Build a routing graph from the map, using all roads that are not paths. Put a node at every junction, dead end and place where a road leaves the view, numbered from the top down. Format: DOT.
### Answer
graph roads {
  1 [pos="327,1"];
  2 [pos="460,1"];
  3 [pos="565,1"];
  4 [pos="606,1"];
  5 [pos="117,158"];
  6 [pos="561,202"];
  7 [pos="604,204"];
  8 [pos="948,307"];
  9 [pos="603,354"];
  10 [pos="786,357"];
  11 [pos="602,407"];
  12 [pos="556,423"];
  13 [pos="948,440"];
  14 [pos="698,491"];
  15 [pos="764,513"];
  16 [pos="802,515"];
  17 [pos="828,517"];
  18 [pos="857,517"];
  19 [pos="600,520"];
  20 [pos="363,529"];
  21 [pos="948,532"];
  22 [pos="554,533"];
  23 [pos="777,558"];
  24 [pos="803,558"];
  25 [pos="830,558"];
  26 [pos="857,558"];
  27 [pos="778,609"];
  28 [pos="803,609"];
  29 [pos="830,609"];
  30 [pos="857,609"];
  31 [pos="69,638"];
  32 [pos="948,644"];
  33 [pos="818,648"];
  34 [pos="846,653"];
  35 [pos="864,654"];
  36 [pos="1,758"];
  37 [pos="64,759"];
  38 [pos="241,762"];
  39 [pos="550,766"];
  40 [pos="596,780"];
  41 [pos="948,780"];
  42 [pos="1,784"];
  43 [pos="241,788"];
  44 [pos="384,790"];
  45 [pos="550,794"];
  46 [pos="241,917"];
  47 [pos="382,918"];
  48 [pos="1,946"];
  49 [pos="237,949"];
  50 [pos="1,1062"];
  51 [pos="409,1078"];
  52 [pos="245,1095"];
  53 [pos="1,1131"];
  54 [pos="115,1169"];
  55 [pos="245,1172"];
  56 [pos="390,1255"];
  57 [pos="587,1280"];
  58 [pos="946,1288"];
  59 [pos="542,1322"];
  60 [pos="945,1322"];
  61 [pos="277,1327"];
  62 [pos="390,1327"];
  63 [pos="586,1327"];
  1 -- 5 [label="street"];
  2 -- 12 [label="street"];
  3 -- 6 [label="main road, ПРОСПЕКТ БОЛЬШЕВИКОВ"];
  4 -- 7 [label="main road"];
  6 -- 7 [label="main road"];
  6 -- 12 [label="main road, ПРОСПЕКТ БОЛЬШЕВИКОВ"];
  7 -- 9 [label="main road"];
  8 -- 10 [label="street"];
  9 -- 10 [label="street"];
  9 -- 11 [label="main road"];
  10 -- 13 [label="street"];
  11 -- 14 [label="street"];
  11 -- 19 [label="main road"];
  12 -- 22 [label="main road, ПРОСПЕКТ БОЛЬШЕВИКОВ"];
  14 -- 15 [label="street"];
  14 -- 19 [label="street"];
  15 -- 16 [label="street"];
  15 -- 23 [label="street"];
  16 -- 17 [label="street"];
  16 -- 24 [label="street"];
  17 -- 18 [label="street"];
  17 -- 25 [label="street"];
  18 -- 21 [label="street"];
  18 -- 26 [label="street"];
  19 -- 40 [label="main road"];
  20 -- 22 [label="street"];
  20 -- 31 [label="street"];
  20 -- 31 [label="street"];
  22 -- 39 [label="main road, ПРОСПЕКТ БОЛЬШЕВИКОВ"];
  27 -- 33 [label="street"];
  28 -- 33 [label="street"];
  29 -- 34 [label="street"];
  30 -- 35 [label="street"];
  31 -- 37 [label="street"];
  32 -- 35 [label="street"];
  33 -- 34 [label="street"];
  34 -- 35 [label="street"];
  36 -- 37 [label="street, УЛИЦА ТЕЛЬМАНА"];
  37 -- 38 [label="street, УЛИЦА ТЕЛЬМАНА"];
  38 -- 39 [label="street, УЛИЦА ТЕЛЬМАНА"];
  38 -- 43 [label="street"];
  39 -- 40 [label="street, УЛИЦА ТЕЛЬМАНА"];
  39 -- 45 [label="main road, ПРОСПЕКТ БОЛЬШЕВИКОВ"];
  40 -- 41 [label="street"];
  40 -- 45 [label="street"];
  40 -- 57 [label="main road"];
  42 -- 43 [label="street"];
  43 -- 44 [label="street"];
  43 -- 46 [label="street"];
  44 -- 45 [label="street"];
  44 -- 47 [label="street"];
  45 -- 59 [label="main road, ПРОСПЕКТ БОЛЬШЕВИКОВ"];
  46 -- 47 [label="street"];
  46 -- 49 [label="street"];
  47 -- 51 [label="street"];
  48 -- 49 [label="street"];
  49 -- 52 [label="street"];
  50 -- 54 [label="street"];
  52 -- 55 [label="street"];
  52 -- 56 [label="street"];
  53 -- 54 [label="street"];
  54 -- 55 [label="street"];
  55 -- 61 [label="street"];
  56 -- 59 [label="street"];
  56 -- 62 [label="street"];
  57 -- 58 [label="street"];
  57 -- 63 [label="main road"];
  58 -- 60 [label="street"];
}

TASK BRIEF:
State in a single number how many lines in the data include the word "ПРОСПЕКТ".

OUTPUT OF THE EXERCISE:
6